The thought hanging in my mind is that I am going to do a public performance sometime this spring on this apparatus, either rigged in a public park in Santa Fe, on BLM land, or in the meadow near my home. The wire is uncertain and with the pressure of an audience I hope I am able to perform and give a beautiful show rather than becoming a thrutching mess. I suppose it is this thought that has me working hard and to get the net and the trusses done soon so I have time to acclimate working on such a high rig, and potentially falling into the net.

I am also thinking about the whole rig as a sculpture. Transforming it into an installation which allows it to travel beyond apparatus to become something mysterious, something in-between functions and poetics. Which brings me back to the fore-mentioned idea of Bardo.
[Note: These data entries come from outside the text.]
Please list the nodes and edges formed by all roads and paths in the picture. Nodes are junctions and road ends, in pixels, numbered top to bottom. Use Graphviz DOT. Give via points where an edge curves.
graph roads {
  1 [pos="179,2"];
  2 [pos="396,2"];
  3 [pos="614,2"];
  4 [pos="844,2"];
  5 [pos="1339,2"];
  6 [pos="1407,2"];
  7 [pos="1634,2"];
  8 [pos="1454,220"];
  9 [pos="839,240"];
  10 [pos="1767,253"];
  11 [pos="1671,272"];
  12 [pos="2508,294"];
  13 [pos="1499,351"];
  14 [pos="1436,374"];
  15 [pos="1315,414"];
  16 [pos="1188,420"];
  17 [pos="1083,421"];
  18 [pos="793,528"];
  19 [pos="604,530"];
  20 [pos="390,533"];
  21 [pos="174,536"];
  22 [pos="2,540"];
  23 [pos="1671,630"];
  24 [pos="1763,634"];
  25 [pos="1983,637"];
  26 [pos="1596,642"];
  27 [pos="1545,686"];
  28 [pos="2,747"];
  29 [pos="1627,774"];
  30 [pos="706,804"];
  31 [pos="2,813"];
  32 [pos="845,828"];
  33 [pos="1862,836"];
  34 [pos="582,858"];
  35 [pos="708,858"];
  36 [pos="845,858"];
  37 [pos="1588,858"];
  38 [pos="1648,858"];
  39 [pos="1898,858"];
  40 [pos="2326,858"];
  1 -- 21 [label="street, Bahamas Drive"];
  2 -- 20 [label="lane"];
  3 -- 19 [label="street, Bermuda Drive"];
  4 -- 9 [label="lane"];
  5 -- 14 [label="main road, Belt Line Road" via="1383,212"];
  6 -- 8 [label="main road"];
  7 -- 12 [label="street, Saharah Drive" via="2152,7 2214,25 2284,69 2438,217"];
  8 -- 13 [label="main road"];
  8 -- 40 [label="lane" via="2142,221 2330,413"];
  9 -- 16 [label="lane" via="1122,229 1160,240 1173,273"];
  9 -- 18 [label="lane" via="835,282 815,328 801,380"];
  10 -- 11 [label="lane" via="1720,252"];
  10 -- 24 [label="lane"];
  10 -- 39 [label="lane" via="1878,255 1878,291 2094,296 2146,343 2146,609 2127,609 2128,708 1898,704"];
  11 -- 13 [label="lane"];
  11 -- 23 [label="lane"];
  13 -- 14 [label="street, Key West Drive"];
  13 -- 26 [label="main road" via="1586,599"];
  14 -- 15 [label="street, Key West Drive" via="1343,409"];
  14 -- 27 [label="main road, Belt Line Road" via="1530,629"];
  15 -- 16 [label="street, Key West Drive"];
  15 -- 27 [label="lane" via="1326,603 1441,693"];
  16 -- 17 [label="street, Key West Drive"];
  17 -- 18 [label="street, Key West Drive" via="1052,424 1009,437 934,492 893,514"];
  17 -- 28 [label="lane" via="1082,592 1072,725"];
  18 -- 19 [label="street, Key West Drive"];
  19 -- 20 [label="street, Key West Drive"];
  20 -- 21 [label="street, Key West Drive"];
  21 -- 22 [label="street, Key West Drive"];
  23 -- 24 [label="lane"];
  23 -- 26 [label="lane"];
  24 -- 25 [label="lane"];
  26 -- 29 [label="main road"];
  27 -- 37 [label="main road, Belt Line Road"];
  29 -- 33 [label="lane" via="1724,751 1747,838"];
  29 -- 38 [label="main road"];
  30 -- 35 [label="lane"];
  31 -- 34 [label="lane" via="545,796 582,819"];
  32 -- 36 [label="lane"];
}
Bardo is a Buddhist term for the existence between. This is essentially every lived moment, but can also include times between physical embodiment. These times challenge our mental constructs asking us to become more expansive in our vision or causing us to recoil into our shells and weather the psychic storm by clinging to the familiar. Being on the wire has many metaphor and parallels to Bardo. In my upcoming research I want to look at Bardos and allegories of nets and ropes seeing if I can “weave” a connection between the two and the work I am doing in my funambulism and building. It is still vague, but I think it is a rich area of study which relates directly to the material and physical acts which I work with. Thats the news with my work. I hope everyone’s projects are going well and the beginning of 2013 is being enjoyed.